How not-for-profits have improved capacity, efficiency and accessibility of advice since LASPO
The Paul Hamlyn Foundation (PHF) and Trust for London earlier this month published an interesting new report on methods of increasing the capacity of immigration advice provision.
The 129-page report can be read here. It was commissioned by PHF and the Trust for London and authored by Ceri Hutton and Jane Harris from On the Tin Ltd.
It looks at how voluntary sector organisations have improved the capacity, efficiency and accessibility of immigration advice provision across the UK in the wake of the major cuts made by the Legal Aid, Sentencing and Punishment of Offenders Act 2012 (LASPO).
The report notes that between 2005 and 2018, the number of legal aid providers with immigration and asylum contracts halved. Amongst not-for-profit (NFP) organisations with legal aid contracts, the reduction was even greater with 64% of all providers lost during the same period.
The report adds: "Provision of immigration advice has significantly reduced since LASPO and people have difficulty finding specialist advisors to take on their case. In some parts of the country, or for some kinds of issues, that difficulty is greatly compounded: 'advice deserts' now make finding any legal support in some areas impossible.
"If a person's legal issue is out of scope and they cannot pay for legal advice, they are dependent on a thinly spread network of provision, largely based on NFP providers operating nationally or in rarer cases locally. It is difficult for such people to find any advice at all."
The report finds that faced with the paradox of an increasing need for immigration advice and decreasing funding and capacity to meet it, voluntary organisations have sought to 'do more with less'.
Research for the report sought answers on:
- How are organisations trying to increase capacity in immigration advice provision, and what is the nature of the capacity created?
- How are organisations increasing accessibility of immigration advice and for whom?
- Is quality addressed by any of these methods, and if so in what way?
PHF and the Trust for London explained: "This research is about the ways in which the voluntary sector has adapted to meet need when government policies and practices have failed. Over two years we conducted 110 interviews, received various written submissions, held six learning sets and conducted an extensive literature review. Through this work we found nine methods which in some way increase the capacity of the not-for-profit sector to meet immigration advice needs."

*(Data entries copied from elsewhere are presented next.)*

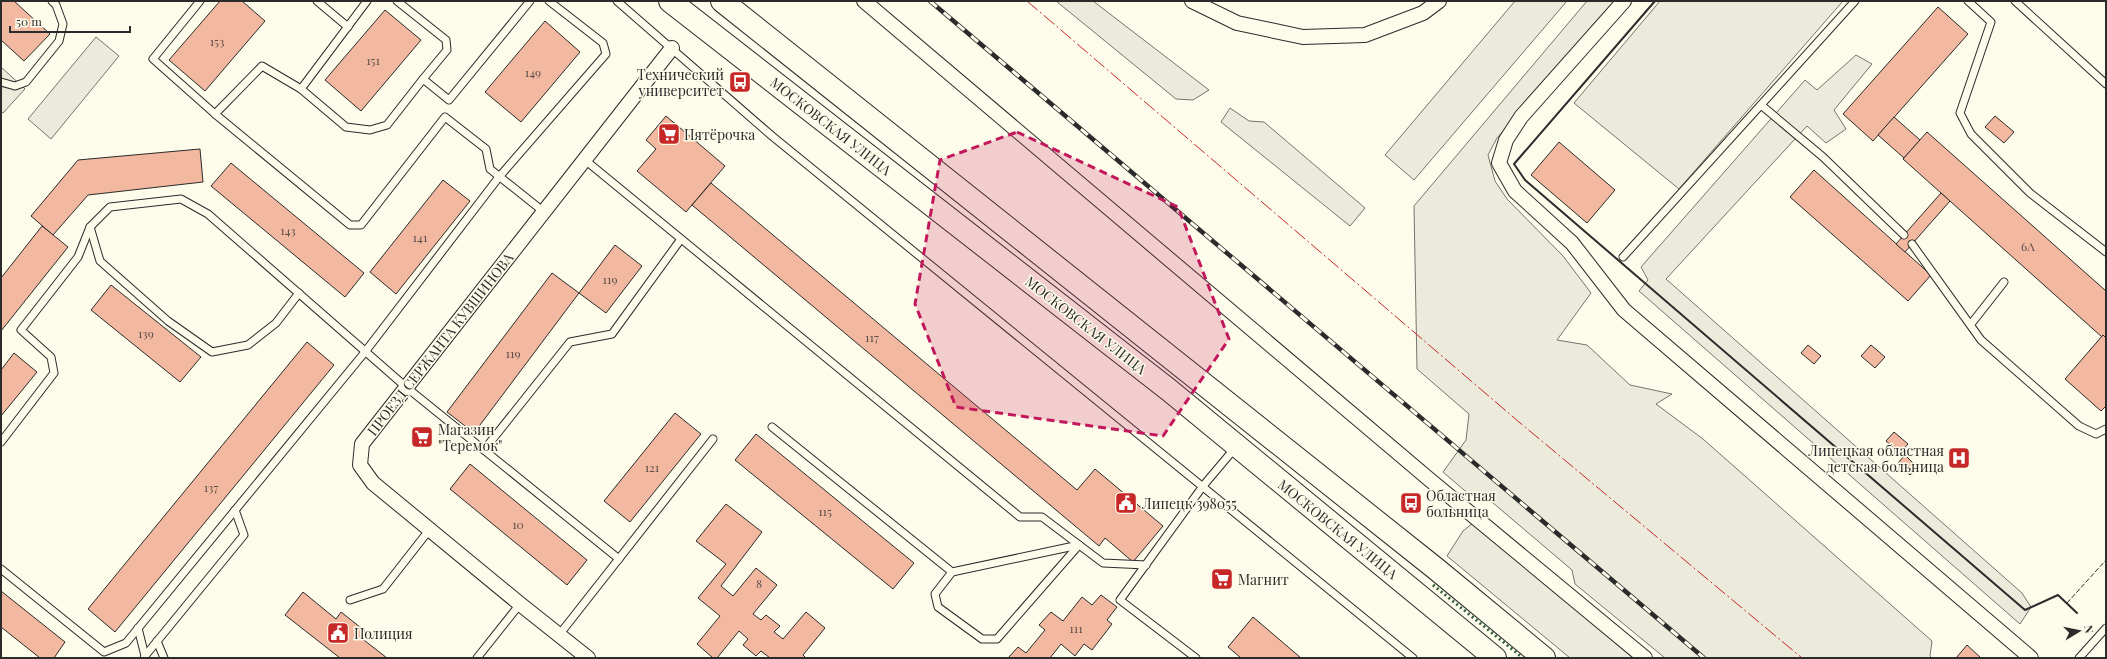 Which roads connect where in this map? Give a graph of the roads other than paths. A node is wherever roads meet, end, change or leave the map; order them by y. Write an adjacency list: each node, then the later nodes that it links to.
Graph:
1 (52, 1): 21 (lane)
2 (200, 1): 25 (lane)
3 (318, 1): 18 (lane)
4 (367, 1): 18 (lane)
5 (397, 1): 20 (lane)
6 (530, 1): 20 (lane)
7 (549, 1): 27 (lane)
8 (617, 1): 19 (lane)
9 (670, 1): 44 (main road, МОСКОВСКАЯ УЛИЦА)
10 (722, 1): 67 (main road, МОСКОВСКАЯ УЛИЦА)
11 (864, 1): 68 (street)
12 (1192, 1): 13 (street)
13 (1439, 1)
14 (1624, 1): 69 (street)
15 (1855, 1): 24 (lane)
16 (1968, 1): 33 (lane)
17 (2016, 1): 22 (lane)
18 (348, 27): 23 (lane)
19 (672, 48): 26 (street, ПРОЕЗД СЕРЖАНТА КУВШИНОВА); 46 (lane)
20 (423, 79): 23 (lane)
21 (1, 82)
22 (2106, 84)
23 (301, 89): 25 (lane)
24 (1761, 105): 30 (lane); 34 (lane)
25 (215, 114): 27 (lane)
26 (585, 160): 28 (street, ПРОЕЗД СЕРЖАНТА КУВШИНОВА); 31 (lane)
27 (499, 177): 28 (lane); 38 (lane)
28 (544, 212): 39 (street, ПРОЕЗД СЕРЖАНТА КУВШИНОВА)
29 (90, 227): 36 (lane); 36 (lane); 43 (lane)
30 (1904, 235)
31 (681, 239): 45 (lane); 49 (lane)
32 (1912, 244): 37 (lane)
33 (2106, 252)
34 (1624, 258)
35 (2004, 282): 37 (lane)
36 (299, 293): 38 (lane)
37 (1971, 324): 41 (lane)
38 (365, 352): 39 (lane); 47 (lane)
39 (406, 387): 45 (lane); 48 (street, ПРОЕЗД СЕРЖАНТА КУВШИНОВА)
40 (772, 427): 53 (lane)
41 (2106, 429)
42 (713, 439): 50 (lane)
43 (1, 442)
44 (1236, 446): 46 (lane); 66 (main road, МОСКОВСКАЯ УЛИЦА)
45 (484, 450): 50 (lane)
46 (1203, 486): 51 (lane); 65 (lane)
47 (235, 510): 56 (lane); 59 (lane)
48 (430, 529): 54 (lane); 55 (street, ПРОЕЗД СЕРЖАНТА КУВШИНОВА)
49 (1079, 545): 51 (lane); 53 (lane); 53 (lane)
50 (619, 559): 58 (lane)
51 (1146, 565): 64 (lane)
52 (1, 569): 56 (lane)
53 (952, 572)
54 (350, 600)
55 (520, 604): 58 (street, ПРОЕЗД СЕРЖАНТА КУВШИНОВА); 62 (lane)
56 (138, 628): 60 (lane)
57 (2106, 628): 70 (lane)
58 (559, 635): 63 (street, ПРОЕЗД СЕРЖАНТА КУВШИНОВА)
59 (157, 641): 60 (lane); 61 (lane)
60 (145, 657)
61 (164, 658)
62 (477, 658)
63 (588, 658)
64 (1196, 658)
65 (1414, 658)
66 (1495, 658)
67 (1544, 658)
68 (1645, 658)
69 (2031, 658)
70 (2079, 658) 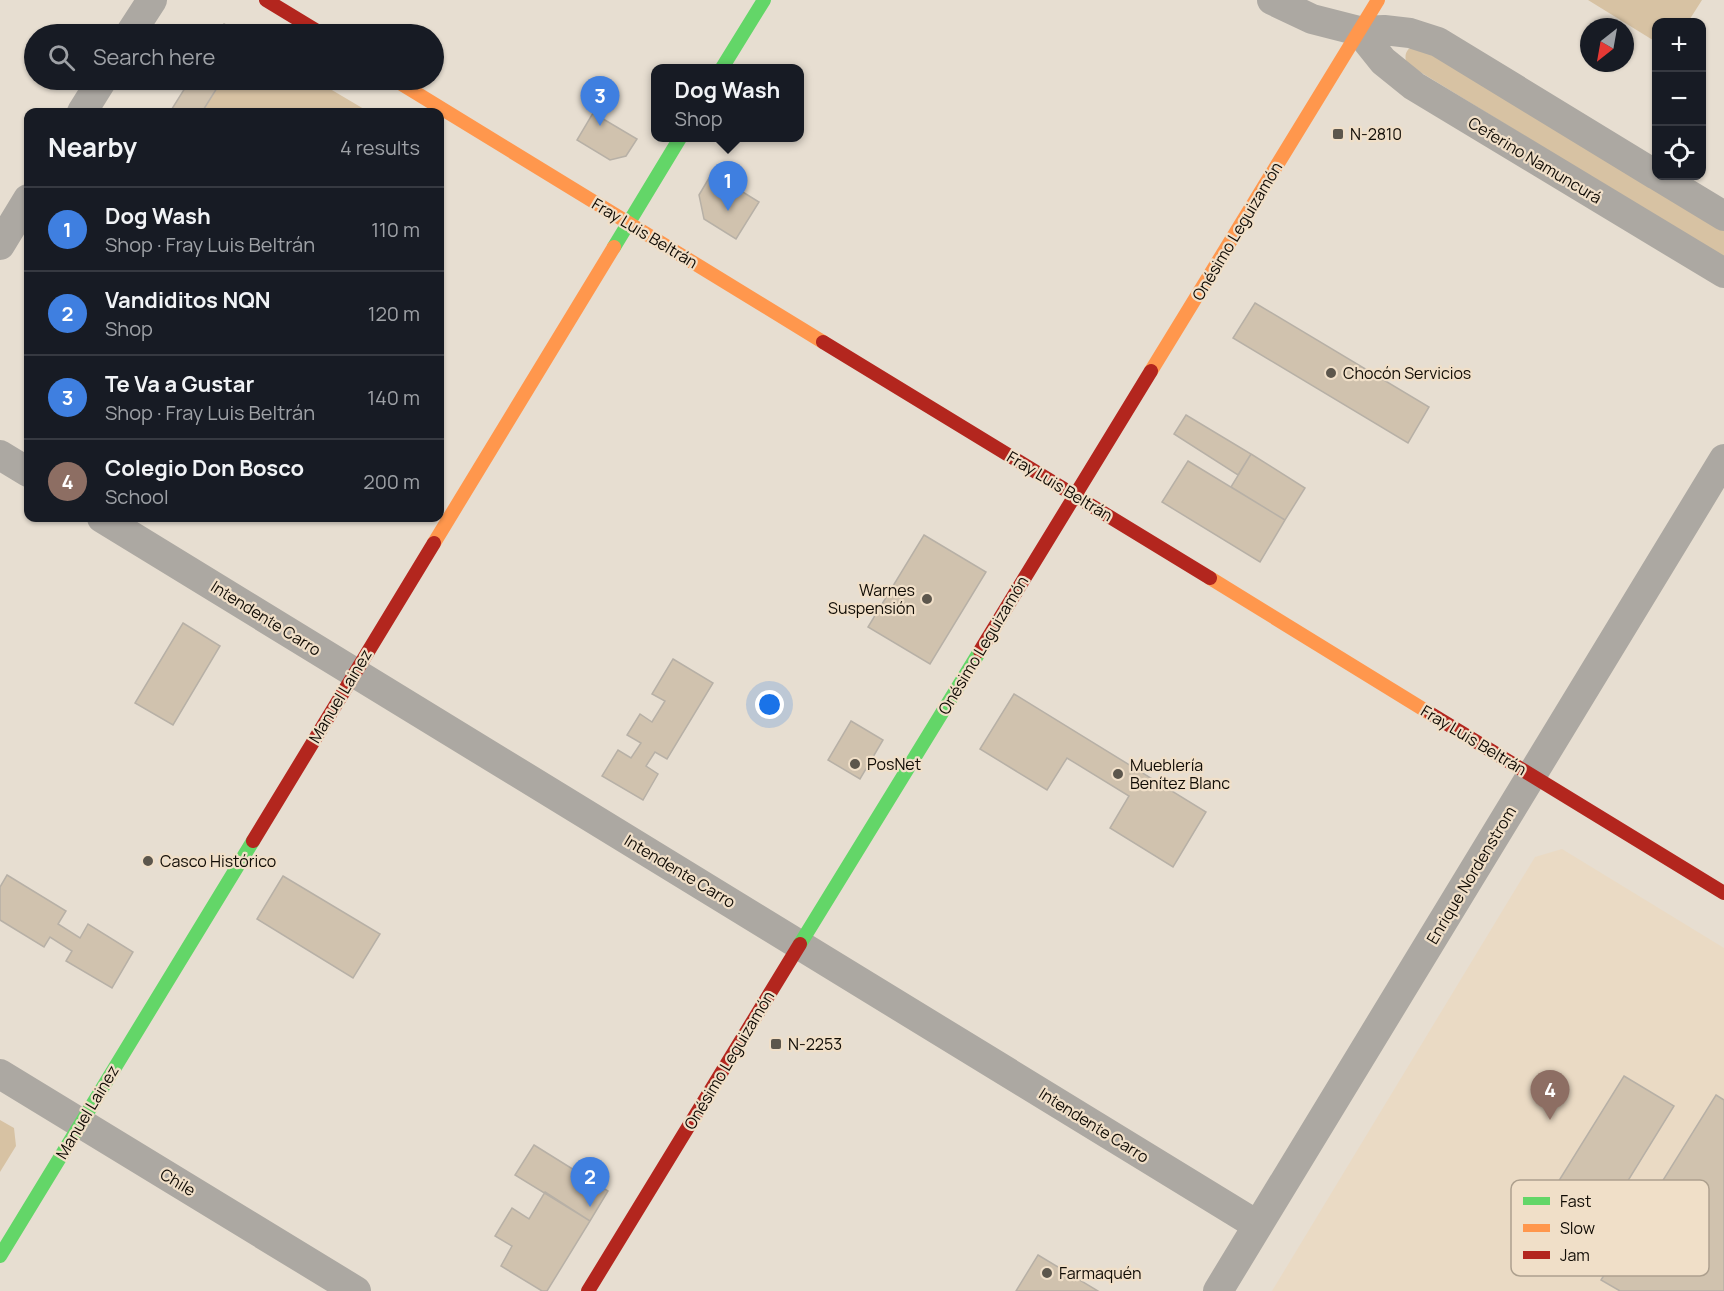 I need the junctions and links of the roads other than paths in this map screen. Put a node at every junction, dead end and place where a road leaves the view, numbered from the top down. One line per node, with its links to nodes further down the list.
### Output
1 (152, 0): 6 (street)
2 (266, 0): 7 (street)
3 (764, 0): 9 (street)
4 (1272, 0): 8 (street)
5 (1378, 0): 8 (street, Onésimo Leguizamón)
6 (136, 24)
7 (306, 24)
8 (1359, 31): 16 (street); 22 (street, Ceferino Namuncurá); 26 (street, Onésimo Leguizamón)
9 (725, 64)
10 (96, 90): 12 (street)
11 (411, 90): 13 (street, Fray Luis Beltrán)
12 (84, 108)
13 (441, 108)
14 (444, 110): 20 (street, Fray Luis Beltrán)
15 (678, 142): 20 (street, Manuel Lainez)
16 (1652, 172)
17 (1665, 180): 19 (street)
18 (24, 206): 21 (street)
19 (1724, 216)
20 (628, 222): 26 (street, Fray Luis Beltrán); 28 (street, Manuel Lainez)
21 (0, 245)
22 (1724, 273)
23 (0, 455): 25 (street)
24 (1724, 459): 29 (street, Enrique Nordenstrom)
25 (24, 470)
26 (1075, 495): 29 (street, Fray Luis Beltrán); 31 (street, Onésimo Leguizamón)
27 (109, 522): 28 (street, Intendente Carro)
28 (355, 672): 31 (street, Intendente Carro); 33 (street, Manuel Lainez)
29 (1531, 775): 30 (street, Fray Luis Beltrán); 34 (street, Enrique Nordenstrom)
30 (1724, 893)
31 (800, 945): 34 (street, Intendente Carro); 37 (street, Onésimo Leguizamón)
32 (0, 1074): 33 (street, Chile)
33 (80, 1123): 35 (street, Manuel Lainez); 36 (street, Chile)
34 (1257, 1226): 38 (street, Enrique Nordenstrom)
35 (0, 1256)
36 (356, 1291)
37 (588, 1291)
38 (1218, 1291)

The report includes a detailed description of each method, with examples of how it is used, the clients and types of cases it seems appropriate for, how it produces efficiencies and the limitations people have found.
While the report was written before the COVID-19 pandemic, PHF and the Trust for London say the research and recommendations are as relevant now as before, possibly more so.
They said: "Providers are already adapting some of the methods described in response to social distancing rules and there is scope for other methods to be taken online. Above all, the people who took part in this research are skilled at adapting to challenging circumstances. Given the creativity and resilience our research found, we know they will again. We hope our research helps them do so."